## Task prompt
Leave out the pictures, then return the records word for word.

## Materials provided
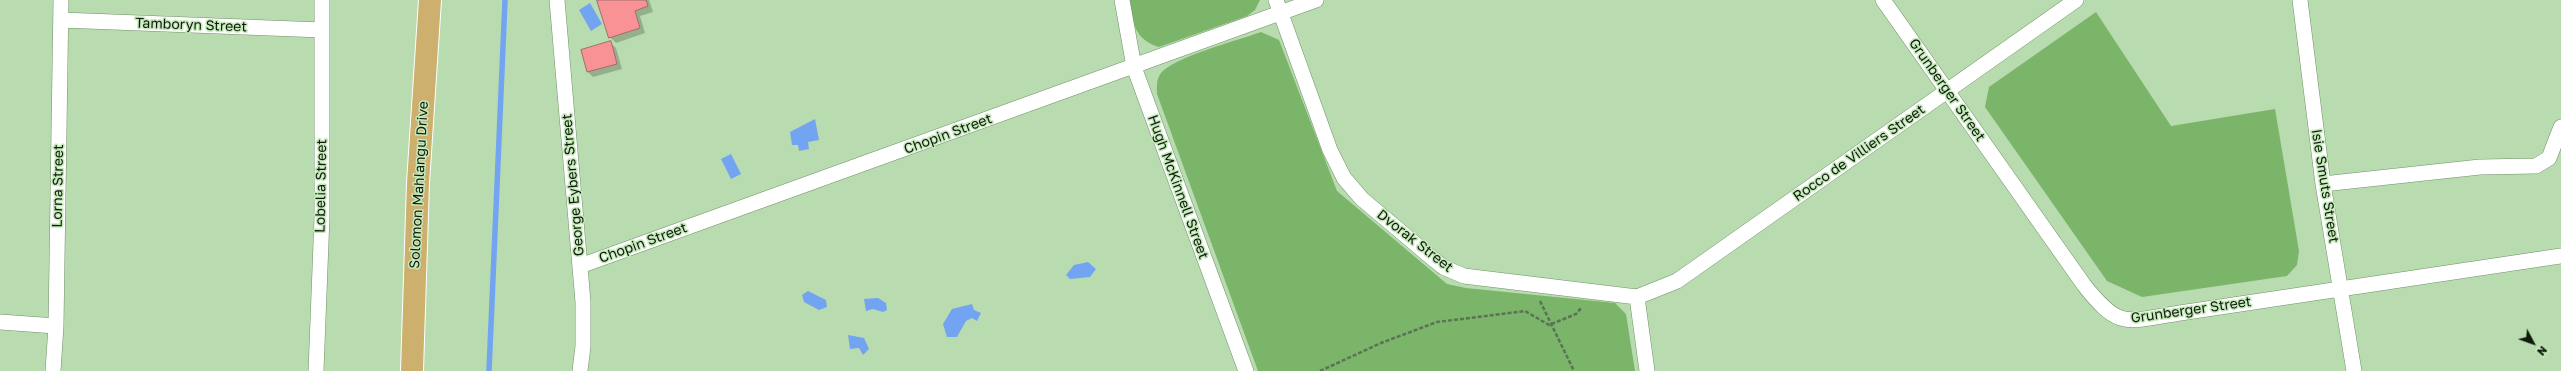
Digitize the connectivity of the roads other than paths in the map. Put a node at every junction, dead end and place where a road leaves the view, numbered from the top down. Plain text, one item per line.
1 (61, 0) edge
2 (322, 0) edge
3 (430, 0) edge
4 (557, 0) edge
5 (1122, 0) edge
6 (1316, 0) edge
7 (1883, 0) edge
8 (2076, 0) edge
9 (2300, 0) edge
10 (1278, 6) edge
11 (60, 20) junction
12 (322, 30) junction
13 (1134, 67) junction
14 (1947, 91) junction
15 (2561, 127) edge
16 (2323, 184) junction
17 (2561, 256) edge
18 (580, 266) junction
19 (2342, 289) junction
20 (1638, 297) junction
21 (0, 322) edge
22 (56, 326) junction
23 (53, 371) edge
24 (316, 371) edge
25 (412, 371) edge
26 (580, 371) edge
27 (1246, 371) edge
28 (1647, 371) edge
29 (2354, 371) edge

1 - 11 street, Lorna Street
2 - 12 street, Lobelia Street
3 - 25 main road, Solomon Mahlangu Drive
4 - 18 street, George Eybers Street
5 - 13 street, Hugh McKinnell Street
6 - 10 street, Chopin Street
7 - 14 street, Grunberger Street
8 - 14 street, Rocco de Villiers Street
9 - 16 street, Isie Smuts Street
10 - 13 street, Chopin Street
10 - 20 street, Dvorak Street
11 - 12 street, Tamboryn Street
11 - 22 street, Lorna Street
12 - 24 street, Lobelia Street
13 - 18 street, Chopin Street
13 - 27 street, Hugh McKinnell Street
14 - 19 street, Grunberger Street
14 - 20 street, Rocco de Villiers Street
15 - 16 street
16 - 19 street, Isie Smuts Street
17 - 19 street, Grunberger Street
18 - 26 street, George Eybers Street
19 - 29 street, Isie Smuts Street
20 - 28 street
21 - 22 street
22 - 23 street, Lorna Street

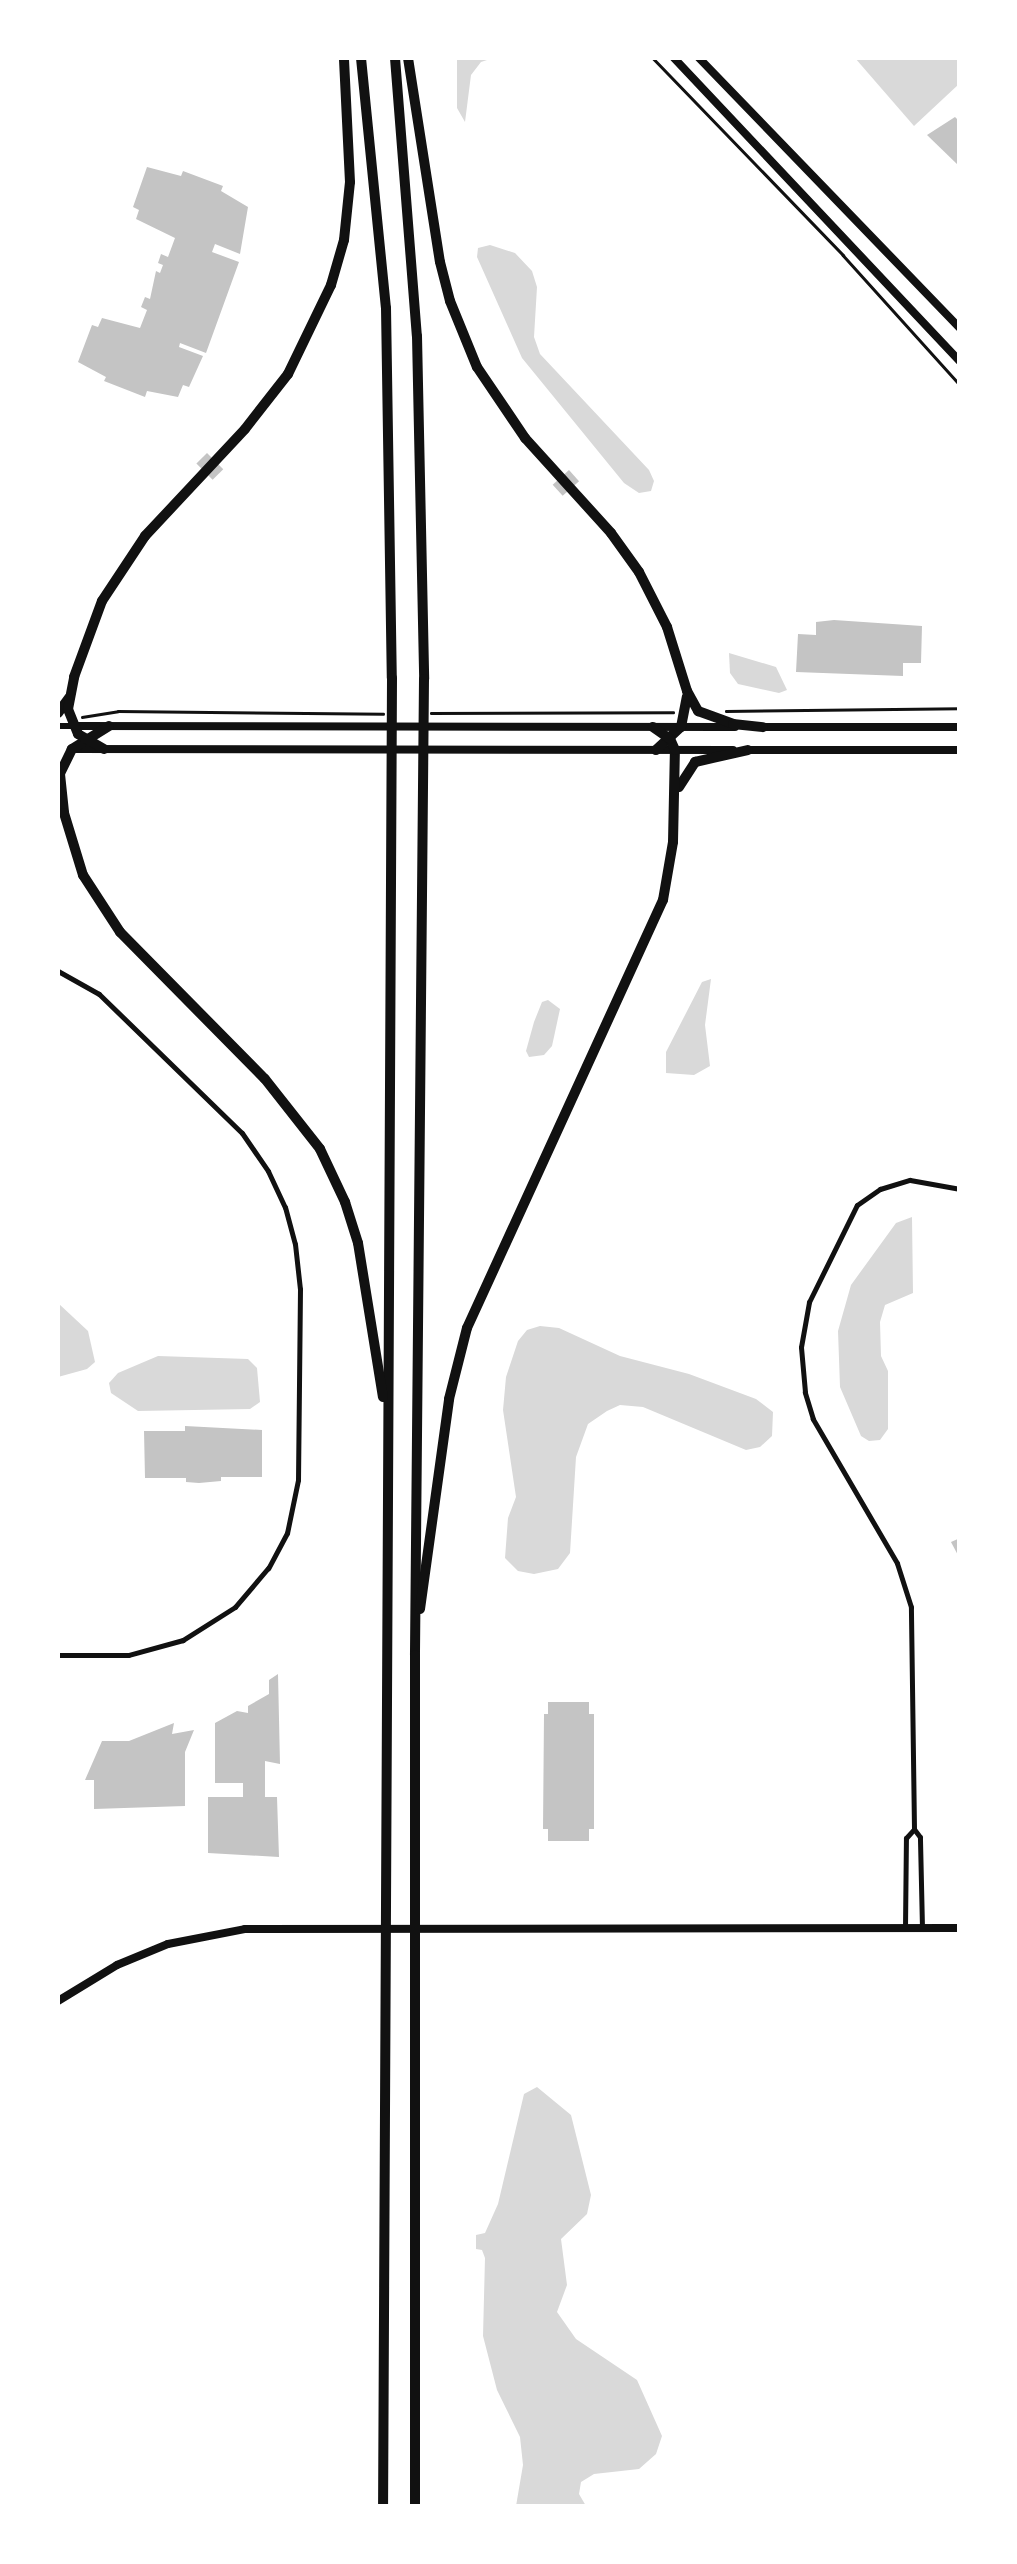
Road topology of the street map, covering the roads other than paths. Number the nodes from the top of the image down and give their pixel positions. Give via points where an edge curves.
1 (344, 58) edge
2 (361, 58) edge
3 (395, 58) edge
4 (408, 58) edge
5 (674, 58) edge
6 (700, 58) edge
7 (960, 328) edge
8 (960, 362) edge
9 (687, 691) junction
10 (69, 697) junction
11 (58, 713) edge
12 (73, 722) junction
13 (58, 726) edge
14 (109, 726) junction
15 (960, 726) edge
16 (653, 727) junction
17 (680, 727) junction
18 (763, 727) junction
19 (86, 738) junction
20 (672, 744) junction
21 (58, 749) edge
22 (72, 749) junction
23 (104, 749) junction
24 (656, 750) joint
25 (748, 750) junction
26 (960, 750) edge
27 (58, 789) edge
28 (674, 813) junction
29 (58, 971) edge
30 (960, 1189) edge
31 (388, 1438) junction
32 (414, 1654) junction
33 (58, 1655) edge
34 (914, 1828) junction
35 (906, 1928) junction
36 (922, 1928) junction
37 (960, 1928) edge
38 (58, 2000) edge
39 (383, 2506) edge
40 (415, 2506) edge

1 - 10 highway via 348,213 314,328 245,429 115,577
2 - 31 highway via 386,308 392,678
3 - 32 highway via 417,336 424,679
4 - 9 highway via 440,262 464,337 498,402 640,572
5 - 8 main road
6 - 7 main road
9 - 17 highway
9 - 18 highway via 707,716
10 - 11 highway
10 - 12 highway
12 - 13 street
12 - 14 main road
12 - 19 highway
14 - 16 main road
14 - 19 highway
15 - 18 main road
16 - 17 main road
16 - 20 highway
17 - 18 main road
17 - 20 highway
19 - 22 highway
19 - 23 highway
20 - 24 highway
20 - 25 main road
20 - 28 highway
21 - 22 street
22 - 23 main road
22 - 27 highway
23 - 24 main road
25 - 26 main road
25 - 28 highway via 689,767
27 - 31 highway via 84,874 120,932 284,1099 332,1172 366,1277
28 - 32 highway via 670,873 654,926 458,1355
29 - 33 street via 99,994 242,1132 284,1207 300,1290 298,1480 286,1533 268,1568 235,1607 184,1640 128,1654
30 - 34 street via 910,1180 880,1188 857,1205 810,1300 801,1347 813,1419 908,1590
31 - 39 highway
32 - 40 highway
34 - 35 street via 906,1838
34 - 36 street via 920,1837
35 - 36 main road
35 - 38 main road via 260,1928 181,1940 116,1964
36 - 37 main road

## Finished exercise
Digitize the connectivity of the roads other than paths in the map. Put a node at every junction, dead end and place where a road leaves the view, numbered from the top down. Plain text, one item per line.
1 (61, 0) edge
2 (322, 0) edge
3 (430, 0) edge
4 (557, 0) edge
5 (1122, 0) edge
6 (1316, 0) edge
7 (1883, 0) edge
8 (2076, 0) edge
9 (2300, 0) edge
10 (1278, 6) edge
11 (60, 20) junction
12 (322, 30) junction
13 (1134, 67) junction
14 (1947, 91) junction
15 (2561, 127) edge
16 (2323, 184) junction
17 (2561, 256) edge
18 (580, 266) junction
19 (2342, 289) junction
20 (1638, 297) junction
21 (0, 322) edge
22 (56, 326) junction
23 (53, 371) edge
24 (316, 371) edge
25 (412, 371) edge
26 (580, 371) edge
27 (1246, 371) edge
28 (1647, 371) edge
29 (2354, 371) edge

1 - 11 street, Lorna Street
2 - 12 street, Lobelia Street
3 - 25 main road, Solomon Mahlangu Drive
4 - 18 street, George Eybers Street
5 - 13 street, Hugh McKinnell Street
6 - 10 street, Chopin Street
7 - 14 street, Grunberger Street
8 - 14 street, Rocco de Villiers Street
9 - 16 street, Isie Smuts Street
10 - 13 street, Chopin Street
10 - 20 street, Dvorak Street
11 - 12 street, Tamboryn Street
11 - 22 street, Lorna Street
12 - 24 street, Lobelia Street
13 - 18 street, Chopin Street
13 - 27 street, Hugh McKinnell Street
14 - 19 street, Grunberger Street
14 - 20 street, Rocco de Villiers Street
15 - 16 street
16 - 19 street, Isie Smuts Street
17 - 19 street, Grunberger Street
18 - 26 street, George Eybers Street
19 - 29 street, Isie Smuts Street
20 - 28 street
21 - 22 street
22 - 23 street, Lorna Street

Road topology of the street map, covering the roads other than paths. Number the nodes from the top of the image down and give their pixel positions. Give via points where an edge curves.
1 (344, 58) edge
2 (361, 58) edge
3 (395, 58) edge
4 (408, 58) edge
5 (674, 58) edge
6 (700, 58) edge
7 (960, 328) edge
8 (960, 362) edge
9 (687, 691) junction
10 (69, 697) junction
11 (58, 713) edge
12 (73, 722) junction
13 (58, 726) edge
14 (109, 726) junction
15 (960, 726) edge
16 (653, 727) junction
17 (680, 727) junction
18 (763, 727) junction
19 (86, 738) junction
20 (672, 744) junction
21 (58, 749) edge
22 (72, 749) junction
23 (104, 749) junction
24 (656, 750) joint
25 (748, 750) junction
26 (960, 750) edge
27 (58, 789) edge
28 (674, 813) junction
29 (58, 971) edge
30 (960, 1189) edge
31 (388, 1438) junction
32 (414, 1654) junction
33 (58, 1655) edge
34 (914, 1828) junction
35 (906, 1928) junction
36 (922, 1928) junction
37 (960, 1928) edge
38 (58, 2000) edge
39 (383, 2506) edge
40 (415, 2506) edge

1 - 10 highway via 348,213 314,328 245,429 115,577
2 - 31 highway via 386,308 392,678
3 - 32 highway via 417,336 424,679
4 - 9 highway via 440,262 464,337 498,402 640,572
5 - 8 main road
6 - 7 main road
9 - 17 highway
9 - 18 highway via 707,716
10 - 11 highway
10 - 12 highway
12 - 13 street
12 - 14 main road
12 - 19 highway
14 - 16 main road
14 - 19 highway
15 - 18 main road
16 - 17 main road
16 - 20 highway
17 - 18 main road
17 - 20 highway
19 - 22 highway
19 - 23 highway
20 - 24 highway
20 - 25 main road
20 - 28 highway
21 - 22 street
22 - 23 main road
22 - 27 highway
23 - 24 main road
25 - 26 main road
25 - 28 highway via 689,767
27 - 31 highway via 84,874 120,932 284,1099 332,1172 366,1277
28 - 32 highway via 670,873 654,926 458,1355
29 - 33 street via 99,994 242,1132 284,1207 300,1290 298,1480 286,1533 268,1568 235,1607 184,1640 128,1654
30 - 34 street via 910,1180 880,1188 857,1205 810,1300 801,1347 813,1419 908,1590
31 - 39 highway
32 - 40 highway
34 - 35 street via 906,1838
34 - 36 street via 920,1837
35 - 36 main road
35 - 38 main road via 260,1928 181,1940 116,1964
36 - 37 main road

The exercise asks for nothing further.